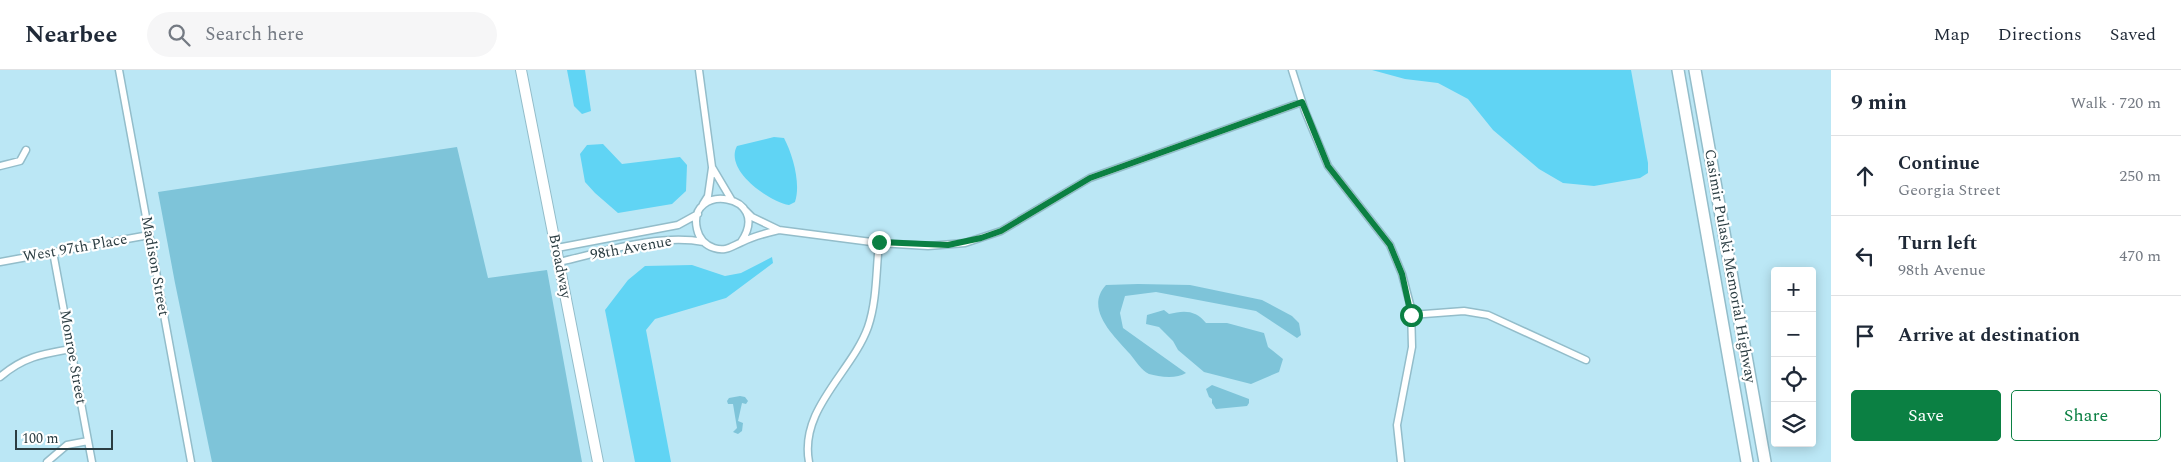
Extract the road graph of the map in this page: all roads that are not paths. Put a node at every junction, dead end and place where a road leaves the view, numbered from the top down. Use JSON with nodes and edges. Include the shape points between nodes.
{"nodes":[{"id":1,"x":119,"y":70,"type":"edge"},
{"id":2,"x":521,"y":70,"type":"edge"},
{"id":3,"x":699,"y":70,"type":"edge"},
{"id":4,"x":1292,"y":70,"type":"edge"},
{"id":5,"x":1678,"y":70,"type":"edge"},
{"id":6,"x":1695,"y":70,"type":"edge"},
{"id":7,"x":1302,"y":102,"type":"junction"},
{"id":8,"x":26,"y":150,"type":"dead end"},
{"id":9,"x":0,"y":166,"type":"edge"},
{"id":10,"x":712,"y":167,"type":"junction"},
{"id":11,"x":731,"y":199,"type":"junction"},
{"id":12,"x":744,"y":209,"type":"junction"},
{"id":13,"x":700,"y":210,"type":"junction"},
{"id":14,"x":779,"y":230,"type":"junction"},
{"id":15,"x":150,"y":235,"type":"junction"},
{"id":16,"x":704,"y":242,"type":"junction"},
{"id":17,"x":741,"y":242,"type":"junction"},
{"id":18,"x":879,"y":242,"type":"junction"},
{"id":19,"x":557,"y":248,"type":"junction"},
{"id":20,"x":53,"y":252,"type":"junction"},
{"id":21,"x":0,"y":262,"type":"edge"},
{"id":22,"x":559,"y":262,"type":"junction"},
{"id":23,"x":1411,"y":315,"type":"junction"},
{"id":24,"x":71,"y":349,"type":"junction"},
{"id":25,"x":1586,"y":360,"type":"dead end"},
{"id":26,"x":0,"y":377,"type":"edge"},
{"id":27,"x":88,"y":441,"type":"junction"},
{"id":28,"x":48,"y":462,"type":"edge"},
{"id":29,"x":92,"y":462,"type":"edge"},
{"id":30,"x":191,"y":462,"type":"edge"},
{"id":31,"x":598,"y":462,"type":"edge"},
{"id":32,"x":809,"y":462,"type":"edge"},
{"id":33,"x":1401,"y":462,"type":"edge"},
{"id":34,"x":1747,"y":462,"type":"edge"},
{"id":35,"x":1765,"y":462,"type":"edge"}],
"edges":[{"from":1,"to":15,"type":"street","name":"Madison Street"},
{"from":2,"to":19,"type":"main road","name":"Broadway"},
{"from":3,"to":10,"type":"street"},
{"from":4,"to":7,"type":"street"},
{"from":5,"to":34,"type":"highway","name":"Casimir Pulaski Memorial Highway"},
{"from":6,"to":35,"type":"highway","name":"Casimir Pulaski Memorial Highway"},
{"from":7,"to":18,"type":"street","name":"98th Avenue","via":[[1090,178],[1001,231],[981,238],[948,245]]},
{"from":7,"to":23,"type":"street","via":[[1328,166],[1390,245],[1402,274]]},
{"from":8,"to":9,"type":"street","via":[[20,161]]},
{"from":10,"to":11,"type":"street"},
{"from":10,"to":13,"type":"street","via":[[708,196]]},
{"from":11,"to":12,"type":"street","name":"98th Avenue"},
{"from":11,"to":13,"type":"street","name":"98th Avenue","via":[[715,199]]},
{"from":12,"to":14,"type":"street","name":"98th Avenue","via":[[752,217]]},
{"from":12,"to":17,"type":"street","via":[[748,226]]},
{"from":13,"to":16,"type":"street","via":[[697,229]]},
{"from":13,"to":19,"type":"street","name":"98th Avenue","via":[[678,225]]},
{"from":14,"to":17,"type":"street","name":"98th Avenue"},
{"from":14,"to":18,"type":"street","name":"98th Avenue"},
{"from":15,"to":20,"type":"street","name":"West 97th Place"},
{"from":15,"to":30,"type":"street","name":"Madison Street"},
{"from":16,"to":17,"type":"street","name":"98th Avenue","via":[[718,250],[726,250]]},
{"from":16,"to":22,"type":"street","name":"98th Avenue","via":[[675,239]]},
{"from":18,"to":32,"type":"street","via":[[872,310],[867,327],[814,418]]},
{"from":19,"to":22,"type":"main road","name":"Broadway"},
{"from":20,"to":21,"type":"street","name":"West 97th Place"},
{"from":20,"to":24,"type":"street","name":"Monroe Street"},
{"from":22,"to":31,"type":"main road","name":"Broadway"},
{"from":23,"to":25,"type":"street","via":[[1464,311],[1488,315]]},
{"from":23,"to":33,"type":"street","via":[[1412,347],[1397,425]]},
{"from":24,"to":26,"type":"street","via":[[18,362]]},
{"from":24,"to":27,"type":"street","name":"Monroe Street"},
{"from":27,"to":28,"type":"street","via":[[67,445]]},
{"from":27,"to":29,"type":"street","name":"Monroe Street"}]}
==================================================
* **What is expected**
Your reply must reproduce all of the entries exactly and contain no pictures.

* **Solution for this task**
Extract the road graph of the map in this page: all roads that are not paths. Put a node at every junction, dead end and place where a road leaves the view, numbered from the top down. Use JSON with nodes and edges. Include the shape points between nodes.
{"nodes":[{"id":1,"x":119,"y":70,"type":"edge"},
{"id":2,"x":521,"y":70,"type":"edge"},
{"id":3,"x":699,"y":70,"type":"edge"},
{"id":4,"x":1292,"y":70,"type":"edge"},
{"id":5,"x":1678,"y":70,"type":"edge"},
{"id":6,"x":1695,"y":70,"type":"edge"},
{"id":7,"x":1302,"y":102,"type":"junction"},
{"id":8,"x":26,"y":150,"type":"dead end"},
{"id":9,"x":0,"y":166,"type":"edge"},
{"id":10,"x":712,"y":167,"type":"junction"},
{"id":11,"x":731,"y":199,"type":"junction"},
{"id":12,"x":744,"y":209,"type":"junction"},
{"id":13,"x":700,"y":210,"type":"junction"},
{"id":14,"x":779,"y":230,"type":"junction"},
{"id":15,"x":150,"y":235,"type":"junction"},
{"id":16,"x":704,"y":242,"type":"junction"},
{"id":17,"x":741,"y":242,"type":"junction"},
{"id":18,"x":879,"y":242,"type":"junction"},
{"id":19,"x":557,"y":248,"type":"junction"},
{"id":20,"x":53,"y":252,"type":"junction"},
{"id":21,"x":0,"y":262,"type":"edge"},
{"id":22,"x":559,"y":262,"type":"junction"},
{"id":23,"x":1411,"y":315,"type":"junction"},
{"id":24,"x":71,"y":349,"type":"junction"},
{"id":25,"x":1586,"y":360,"type":"dead end"},
{"id":26,"x":0,"y":377,"type":"edge"},
{"id":27,"x":88,"y":441,"type":"junction"},
{"id":28,"x":48,"y":462,"type":"edge"},
{"id":29,"x":92,"y":462,"type":"edge"},
{"id":30,"x":191,"y":462,"type":"edge"},
{"id":31,"x":598,"y":462,"type":"edge"},
{"id":32,"x":809,"y":462,"type":"edge"},
{"id":33,"x":1401,"y":462,"type":"edge"},
{"id":34,"x":1747,"y":462,"type":"edge"},
{"id":35,"x":1765,"y":462,"type":"edge"}],
"edges":[{"from":1,"to":15,"type":"street","name":"Madison Street"},
{"from":2,"to":19,"type":"main road","name":"Broadway"},
{"from":3,"to":10,"type":"street"},
{"from":4,"to":7,"type":"street"},
{"from":5,"to":34,"type":"highway","name":"Casimir Pulaski Memorial Highway"},
{"from":6,"to":35,"type":"highway","name":"Casimir Pulaski Memorial Highway"},
{"from":7,"to":18,"type":"street","name":"98th Avenue","via":[[1090,178],[1001,231],[981,238],[948,245]]},
{"from":7,"to":23,"type":"street","via":[[1328,166],[1390,245],[1402,274]]},
{"from":8,"to":9,"type":"street","via":[[20,161]]},
{"from":10,"to":11,"type":"street"},
{"from":10,"to":13,"type":"street","via":[[708,196]]},
{"from":11,"to":12,"type":"street","name":"98th Avenue"},
{"from":11,"to":13,"type":"street","name":"98th Avenue","via":[[715,199]]},
{"from":12,"to":14,"type":"street","name":"98th Avenue","via":[[752,217]]},
{"from":12,"to":17,"type":"street","via":[[748,226]]},
{"from":13,"to":16,"type":"street","via":[[697,229]]},
{"from":13,"to":19,"type":"street","name":"98th Avenue","via":[[678,225]]},
{"from":14,"to":17,"type":"street","name":"98th Avenue"},
{"from":14,"to":18,"type":"street","name":"98th Avenue"},
{"from":15,"to":20,"type":"street","name":"West 97th Place"},
{"from":15,"to":30,"type":"street","name":"Madison Street"},
{"from":16,"to":17,"type":"street","name":"98th Avenue","via":[[718,250],[726,250]]},
{"from":16,"to":22,"type":"street","name":"98th Avenue","via":[[675,239]]},
{"from":18,"to":32,"type":"street","via":[[872,310],[867,327],[814,418]]},
{"from":19,"to":22,"type":"main road","name":"Broadway"},
{"from":20,"to":21,"type":"street","name":"West 97th Place"},
{"from":20,"to":24,"type":"street","name":"Monroe Street"},
{"from":22,"to":31,"type":"main road","name":"Broadway"},
{"from":23,"to":25,"type":"street","via":[[1464,311],[1488,315]]},
{"from":23,"to":33,"type":"street","via":[[1412,347],[1397,425]]},
{"from":24,"to":26,"type":"street","via":[[18,362]]},
{"from":24,"to":27,"type":"street","name":"Monroe Street"},
{"from":27,"to":28,"type":"street","via":[[67,445]]},
{"from":27,"to":29,"type":"street","name":"Monroe Street"}]}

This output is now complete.